# AriensPro 36” Hydro - Reviews



## KevinJD325 (Oct 12, 2019)

Ariens Professional Series with Hydrostatic Drive EFI Model #926070". 
Its hydrostatic drive is a Hydro Gear Model #1610-1001.


Anyone have some long term experience with the 36” Hydro Pro? Got mine in April this year and am looking forward to this years snow. So how’s your machine doing?


----------



## bbwb (Oct 25, 2018)

Hi Kevin:
I have a Pro28 Hydro EFI that purchased last year...so only one winter of experience on it. It will take you a little while to get used to the hydro vs conventional. With my old traction wheel blower, I learned how to keep the auger turning and pop the traction handle in and out as I would creep up on the garage (Ariens handles will lock). What is different is you keep the auger turning, but push or pull the hydro lever to control not only your speed but how far you travel. Not hard to learn, just different.
Robert


----------



## KevinJD325 (Oct 12, 2019)

Hey there,

I do like the Hydro, infinite speed adjustment is a great option. Makes those close approaches to the garage or house easy to manage.

The power of the Pro machines is nice as I’ll need to move over 100” of snow this year. Also the 36” width should save considerable time over my old Toro 20” CCR2000. That was a good machine, but the Ariens Pro 36” is a monster that should excell!

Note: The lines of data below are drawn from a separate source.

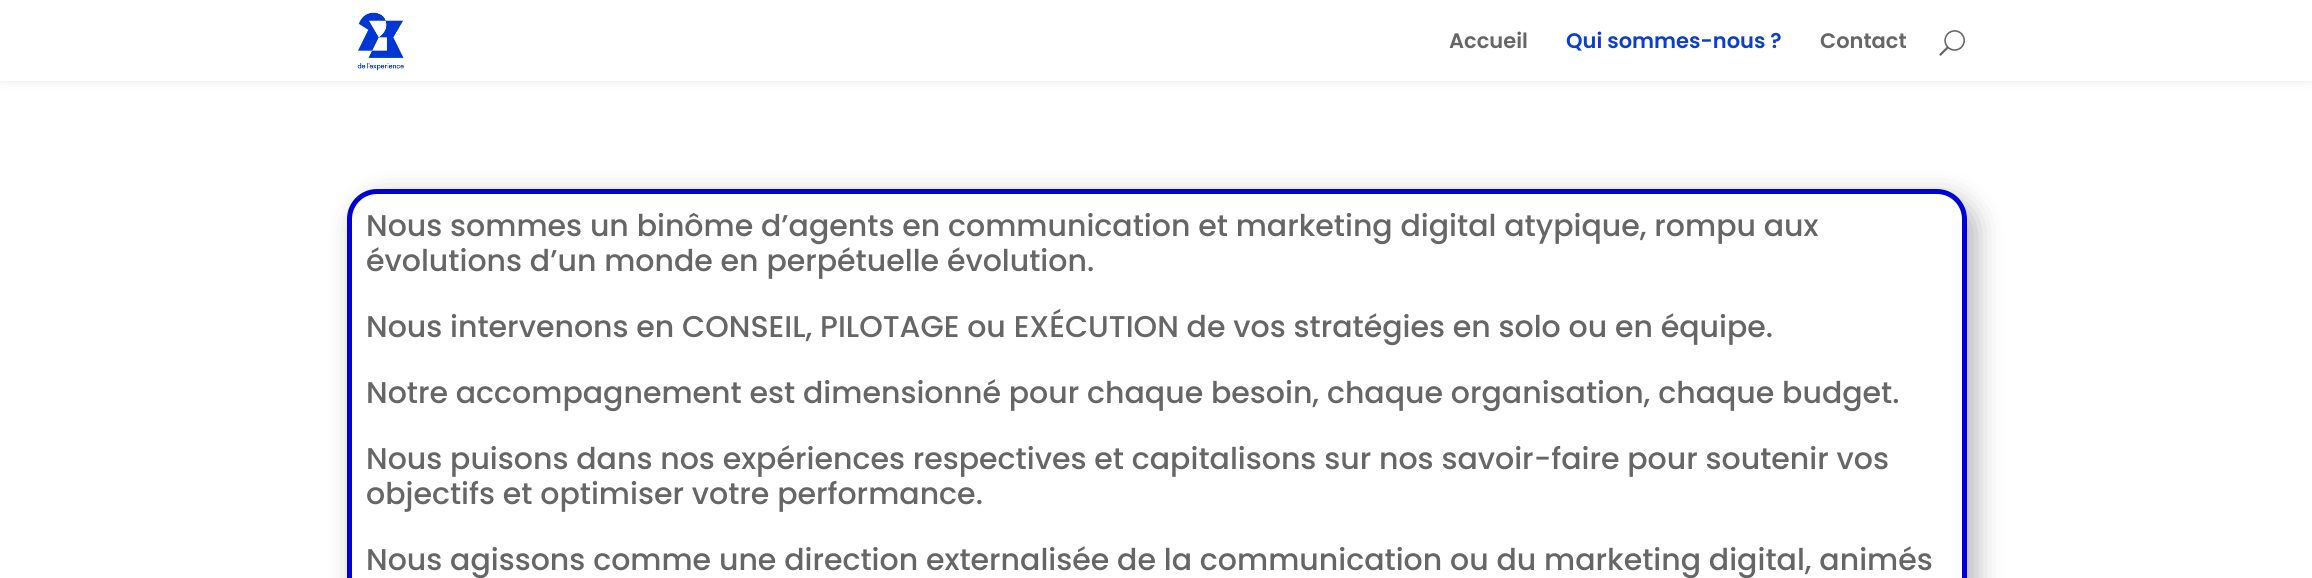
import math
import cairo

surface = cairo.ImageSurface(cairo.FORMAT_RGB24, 2312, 578)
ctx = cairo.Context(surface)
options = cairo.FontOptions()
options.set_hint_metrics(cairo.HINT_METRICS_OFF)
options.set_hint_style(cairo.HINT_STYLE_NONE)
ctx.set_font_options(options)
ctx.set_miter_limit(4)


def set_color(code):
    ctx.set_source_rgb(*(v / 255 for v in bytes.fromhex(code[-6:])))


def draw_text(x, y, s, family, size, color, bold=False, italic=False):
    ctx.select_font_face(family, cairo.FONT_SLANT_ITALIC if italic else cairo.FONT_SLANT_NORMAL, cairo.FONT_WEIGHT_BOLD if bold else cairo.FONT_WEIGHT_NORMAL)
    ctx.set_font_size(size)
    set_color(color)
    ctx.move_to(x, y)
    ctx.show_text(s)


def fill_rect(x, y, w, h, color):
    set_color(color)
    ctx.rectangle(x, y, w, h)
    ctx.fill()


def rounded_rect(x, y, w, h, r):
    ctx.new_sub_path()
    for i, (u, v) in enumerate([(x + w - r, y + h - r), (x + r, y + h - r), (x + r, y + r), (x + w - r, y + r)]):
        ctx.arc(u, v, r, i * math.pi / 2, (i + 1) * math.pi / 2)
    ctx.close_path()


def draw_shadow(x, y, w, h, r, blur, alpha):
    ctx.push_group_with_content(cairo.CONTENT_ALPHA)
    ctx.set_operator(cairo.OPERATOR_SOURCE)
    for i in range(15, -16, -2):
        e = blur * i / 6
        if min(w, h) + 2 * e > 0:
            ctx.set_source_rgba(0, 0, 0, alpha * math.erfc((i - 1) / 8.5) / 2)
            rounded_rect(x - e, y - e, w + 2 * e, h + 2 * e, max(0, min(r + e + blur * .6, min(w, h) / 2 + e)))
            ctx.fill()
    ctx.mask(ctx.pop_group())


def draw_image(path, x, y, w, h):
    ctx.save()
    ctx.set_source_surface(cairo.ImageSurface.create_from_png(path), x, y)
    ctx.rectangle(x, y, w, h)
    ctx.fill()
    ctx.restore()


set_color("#ffffff")
ctx.paint()
set_color("#000000")
draw_shadow(0, 0, 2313, 81, 0, 5, 0.1)
fill_rect(0, 0, 2312, 81, "#ffffff")
draw_image("assets/img1.png", 357, 12, 47, 59)
draw_text(1449, 48, "Accueil", "Poppins SemiBold", 21, "#666666")
draw_text(1566, 48, "Qui sommes-nous ?", "Poppins SemiBold", 21, "#0a3ed0")
draw_text(1820, 48, "Contact", "Poppins SemiBold", 21, "#666666")
draw_image("assets/img2.png", 1939, 30, 26, 26)
ctx.save()
ctx.set_fill_rule(cairo.FILL_RULE_EVEN_ODD)
ctx.new_path()
ctx.move_to(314, 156)
ctx.line_to(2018, 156)
ctx.line_to(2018, 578)
ctx.line_to(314, 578)
ctx.close_path()
ctx.move_to(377, 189)
ctx.line_to(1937, 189)
ctx.curve_to(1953.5, 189, 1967, 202.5, 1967, 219)
ctx.line_to(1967, 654)
ctx.curve_to(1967, 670.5, 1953.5, 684, 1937, 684)
ctx.line_to(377, 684)
ctx.curve_to(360.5, 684, 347, 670.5, 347, 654)
ctx.line_to(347, 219)
ctx.curve_to(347, 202.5, 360.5, 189, 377, 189)
ctx.close_path()
ctx.clip()
set_color("#000000")
draw_shadow(356, 198, 1620, 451, 30, 13.5, 0.3)
ctx.restore()
rounded_rect(349.5, 191.5, 1615, 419, 27.5)
set_color("#0000d4")
ctx.set_line_width(5)
ctx.stroke()
draw_text(366, 236, "Nous sommes un binôme d’agents en communication et marketing digital atypique, rompu aux", "Poppins Medium", 30, "#666666")
draw_text(366, 271, "évolutions d’un monde en perpétuelle évolution.", "Poppins Medium", 30, "#666666")
draw_text(366, 337, "Nous intervenons en CONSEIL, PILOTAGE ou EXÉCUTION de vos stratégies en solo ou en équipe.", "Poppins Medium", 30, "#666666")
draw_text(366, 403, "Notre accompagnement est dimensionné pour chaque besoin, chaque organisation, chaque budget.", "Poppins Medium", 30, "#666666")
draw_text(366, 469, "Nous puisons dans nos expériences respectives et capitalisons sur nos savoir-faire pour soutenir vos", "Poppins Medium", 30, "#666666")
draw_text(366, 504, "objectifs et optimiser votre performance.", "Poppins Medium", 30, "#666666")
draw_text(366, 570, "Nous agissons comme une direction externalisée de la communication ou du marketing digital, animés", "Poppins Medium", 30, "#666666")
surface.write_to_png("output.png")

Back in the day I ran a Ariens 32” 7hp blower to make a few bucks of spending money. My Dad used the same machine for 25+ yrs after I was done with it. That unit probably had 75 yrs of good use on it between my jobs and Dads place. The Ariens was the best. When it came time to buy recently the Ariens was the only choice and the Pro models stood out in the crowd. True they weren’t cheap by any means, but the Pros were built like tanks compared to the rest. Really looking forward to the Pro 36”.


----------



## Ariens hydro pro (Jan 24, 2014)

Mine (Hydro Pro 36) is 3 years old. It's got a carb not FI. It's a fantastic machine. It will blow the snow back where it came from or across the street if you want to. 60' easy with normal snow. But, I think the motor is a little under powered for the size of the bucket. If you have slushy stuff at the end of driveway, I can bog the motor down taking a full bucket so you still need to listen to the engine and control the forward speed to adjust it accordingly. I think the factory light is junk and I added a pair of LED's. I even added a hour meter. I have 30-40 hours on it if I remember correctly. It always starts on 1 pull. Belts are original and no break downs of any kind. I put wheels on the front also. I service it once a year in the early spring (oil grease and a machine wash). It's stored in my garage year round.

The hydro I like but in neutral it's heavy to pull or push. Yes you have that lever to pull but it's still heavy to move.

I'm currently adding orange strobe lights on the bucket as I nearly get run down on my busy crazy road one or twice a year. I'll upload the video when I get all the parts in. I'm adding a battery and battery tray from older Ariens snowblower parts to do the modification. I got to keep it factory looking....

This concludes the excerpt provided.